- DATA PROVIDED

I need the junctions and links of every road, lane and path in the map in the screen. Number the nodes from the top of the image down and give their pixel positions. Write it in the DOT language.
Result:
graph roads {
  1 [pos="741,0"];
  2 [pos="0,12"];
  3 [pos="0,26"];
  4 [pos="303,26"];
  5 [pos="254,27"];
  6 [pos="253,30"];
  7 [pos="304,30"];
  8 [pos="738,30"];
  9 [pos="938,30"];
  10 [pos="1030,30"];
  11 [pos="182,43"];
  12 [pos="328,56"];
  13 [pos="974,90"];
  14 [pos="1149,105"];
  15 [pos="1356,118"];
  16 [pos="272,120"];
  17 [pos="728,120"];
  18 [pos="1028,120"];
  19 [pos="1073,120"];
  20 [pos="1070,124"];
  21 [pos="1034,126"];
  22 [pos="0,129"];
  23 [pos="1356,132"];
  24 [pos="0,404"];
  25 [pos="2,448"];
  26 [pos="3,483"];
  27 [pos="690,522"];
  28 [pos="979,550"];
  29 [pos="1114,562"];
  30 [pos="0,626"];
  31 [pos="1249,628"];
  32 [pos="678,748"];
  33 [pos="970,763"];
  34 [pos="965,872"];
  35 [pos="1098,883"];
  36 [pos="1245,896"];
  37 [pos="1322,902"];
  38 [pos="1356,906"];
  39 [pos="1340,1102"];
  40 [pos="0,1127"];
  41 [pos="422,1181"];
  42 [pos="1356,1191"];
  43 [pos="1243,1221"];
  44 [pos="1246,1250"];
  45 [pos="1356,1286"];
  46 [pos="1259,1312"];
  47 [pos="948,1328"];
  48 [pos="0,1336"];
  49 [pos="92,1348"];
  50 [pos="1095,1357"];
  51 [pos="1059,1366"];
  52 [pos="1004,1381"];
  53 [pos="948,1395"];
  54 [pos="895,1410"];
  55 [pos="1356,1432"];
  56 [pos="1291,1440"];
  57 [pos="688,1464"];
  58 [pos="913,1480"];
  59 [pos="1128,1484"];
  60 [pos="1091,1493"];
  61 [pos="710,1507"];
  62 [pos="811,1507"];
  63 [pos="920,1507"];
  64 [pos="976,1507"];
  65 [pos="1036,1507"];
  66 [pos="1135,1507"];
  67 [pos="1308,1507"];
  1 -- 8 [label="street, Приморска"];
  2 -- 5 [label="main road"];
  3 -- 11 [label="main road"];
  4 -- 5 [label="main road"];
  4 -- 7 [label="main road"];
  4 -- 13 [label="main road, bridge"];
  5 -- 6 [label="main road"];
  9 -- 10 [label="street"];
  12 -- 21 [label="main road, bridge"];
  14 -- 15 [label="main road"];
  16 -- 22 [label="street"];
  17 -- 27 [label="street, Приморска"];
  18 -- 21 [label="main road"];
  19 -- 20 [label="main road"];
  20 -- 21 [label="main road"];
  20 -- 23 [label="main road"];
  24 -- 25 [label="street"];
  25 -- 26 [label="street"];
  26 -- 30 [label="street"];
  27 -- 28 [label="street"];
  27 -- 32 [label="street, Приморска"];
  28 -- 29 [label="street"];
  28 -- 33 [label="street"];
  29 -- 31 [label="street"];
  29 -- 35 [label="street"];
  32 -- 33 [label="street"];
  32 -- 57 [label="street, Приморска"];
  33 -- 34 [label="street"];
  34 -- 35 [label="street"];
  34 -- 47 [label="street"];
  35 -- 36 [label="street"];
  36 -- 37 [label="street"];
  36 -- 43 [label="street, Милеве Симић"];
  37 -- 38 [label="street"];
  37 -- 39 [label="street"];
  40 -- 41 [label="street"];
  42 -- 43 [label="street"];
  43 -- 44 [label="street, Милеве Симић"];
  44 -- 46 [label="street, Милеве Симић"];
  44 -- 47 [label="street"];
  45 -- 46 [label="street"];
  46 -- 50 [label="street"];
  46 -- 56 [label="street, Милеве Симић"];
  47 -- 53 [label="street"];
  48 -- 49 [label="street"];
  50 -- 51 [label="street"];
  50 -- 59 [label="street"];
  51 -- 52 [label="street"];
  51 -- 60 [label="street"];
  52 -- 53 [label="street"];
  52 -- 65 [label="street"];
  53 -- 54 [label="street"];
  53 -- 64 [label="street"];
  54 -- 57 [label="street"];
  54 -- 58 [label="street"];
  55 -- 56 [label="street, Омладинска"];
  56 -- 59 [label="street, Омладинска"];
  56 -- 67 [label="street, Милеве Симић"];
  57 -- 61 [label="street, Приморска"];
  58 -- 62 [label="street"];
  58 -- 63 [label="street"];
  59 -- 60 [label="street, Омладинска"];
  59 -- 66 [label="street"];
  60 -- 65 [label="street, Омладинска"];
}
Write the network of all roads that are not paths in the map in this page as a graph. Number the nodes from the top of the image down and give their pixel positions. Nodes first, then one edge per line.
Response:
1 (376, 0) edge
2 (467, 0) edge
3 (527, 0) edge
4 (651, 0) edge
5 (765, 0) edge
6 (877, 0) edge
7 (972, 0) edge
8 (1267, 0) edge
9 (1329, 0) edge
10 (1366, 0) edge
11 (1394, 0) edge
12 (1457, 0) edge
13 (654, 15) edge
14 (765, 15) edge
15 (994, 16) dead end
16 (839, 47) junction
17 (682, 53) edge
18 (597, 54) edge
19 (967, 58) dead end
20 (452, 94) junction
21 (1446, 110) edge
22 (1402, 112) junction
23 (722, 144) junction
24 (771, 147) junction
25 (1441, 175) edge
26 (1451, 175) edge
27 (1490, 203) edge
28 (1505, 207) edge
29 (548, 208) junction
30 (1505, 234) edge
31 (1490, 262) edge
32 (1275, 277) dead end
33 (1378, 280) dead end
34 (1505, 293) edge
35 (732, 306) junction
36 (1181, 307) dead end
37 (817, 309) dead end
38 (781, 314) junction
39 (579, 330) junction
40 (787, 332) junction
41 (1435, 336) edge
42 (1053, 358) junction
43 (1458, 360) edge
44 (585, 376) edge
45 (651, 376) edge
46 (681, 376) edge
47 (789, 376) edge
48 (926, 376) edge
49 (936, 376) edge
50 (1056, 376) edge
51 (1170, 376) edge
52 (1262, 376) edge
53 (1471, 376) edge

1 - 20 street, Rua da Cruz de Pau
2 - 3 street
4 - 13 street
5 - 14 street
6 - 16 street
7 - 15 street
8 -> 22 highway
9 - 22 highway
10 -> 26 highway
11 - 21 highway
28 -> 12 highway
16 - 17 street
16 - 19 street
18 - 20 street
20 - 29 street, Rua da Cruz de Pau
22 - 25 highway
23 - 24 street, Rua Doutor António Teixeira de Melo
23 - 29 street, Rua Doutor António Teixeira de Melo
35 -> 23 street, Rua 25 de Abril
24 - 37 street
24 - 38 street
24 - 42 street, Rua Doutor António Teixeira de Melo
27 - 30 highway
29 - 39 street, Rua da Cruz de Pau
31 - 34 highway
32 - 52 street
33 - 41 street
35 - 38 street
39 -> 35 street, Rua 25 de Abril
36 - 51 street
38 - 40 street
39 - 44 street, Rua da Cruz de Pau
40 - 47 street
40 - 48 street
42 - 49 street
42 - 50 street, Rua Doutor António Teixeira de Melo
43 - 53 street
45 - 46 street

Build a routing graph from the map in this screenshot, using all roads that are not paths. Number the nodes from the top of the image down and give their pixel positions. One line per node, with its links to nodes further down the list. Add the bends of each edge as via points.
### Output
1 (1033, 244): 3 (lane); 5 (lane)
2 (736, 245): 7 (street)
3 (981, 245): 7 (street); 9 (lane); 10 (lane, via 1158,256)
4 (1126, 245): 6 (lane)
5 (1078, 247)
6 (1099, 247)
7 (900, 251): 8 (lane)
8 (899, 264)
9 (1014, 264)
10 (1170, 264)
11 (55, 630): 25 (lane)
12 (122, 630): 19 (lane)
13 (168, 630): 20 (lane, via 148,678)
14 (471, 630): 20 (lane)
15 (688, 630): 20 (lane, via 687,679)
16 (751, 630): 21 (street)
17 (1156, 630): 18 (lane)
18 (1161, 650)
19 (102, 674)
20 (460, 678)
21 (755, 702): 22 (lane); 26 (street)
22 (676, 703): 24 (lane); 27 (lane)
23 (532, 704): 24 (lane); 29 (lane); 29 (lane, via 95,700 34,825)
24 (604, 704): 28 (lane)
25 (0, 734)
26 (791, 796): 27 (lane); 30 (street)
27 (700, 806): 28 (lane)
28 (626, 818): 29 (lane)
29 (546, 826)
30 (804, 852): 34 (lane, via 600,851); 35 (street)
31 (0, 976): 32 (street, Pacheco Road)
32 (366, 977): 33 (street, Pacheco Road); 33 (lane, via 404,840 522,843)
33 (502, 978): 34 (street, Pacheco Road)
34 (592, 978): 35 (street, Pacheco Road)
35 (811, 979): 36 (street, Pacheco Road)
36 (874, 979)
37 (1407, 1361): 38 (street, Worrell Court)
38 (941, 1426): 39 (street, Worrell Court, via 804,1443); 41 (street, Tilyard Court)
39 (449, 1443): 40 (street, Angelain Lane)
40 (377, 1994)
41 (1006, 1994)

- WORK ITEM
Please copy out each line of the material that holds the string "Омладинска".

- COMPLETED TASK
  55 -- 56 [label="street, Омладинска"];
  56 -- 59 [label="street, Омладинска"];
  59 -- 60 [label="street, Омладинска"];
  60 -- 65 [label="street, Омладинска"];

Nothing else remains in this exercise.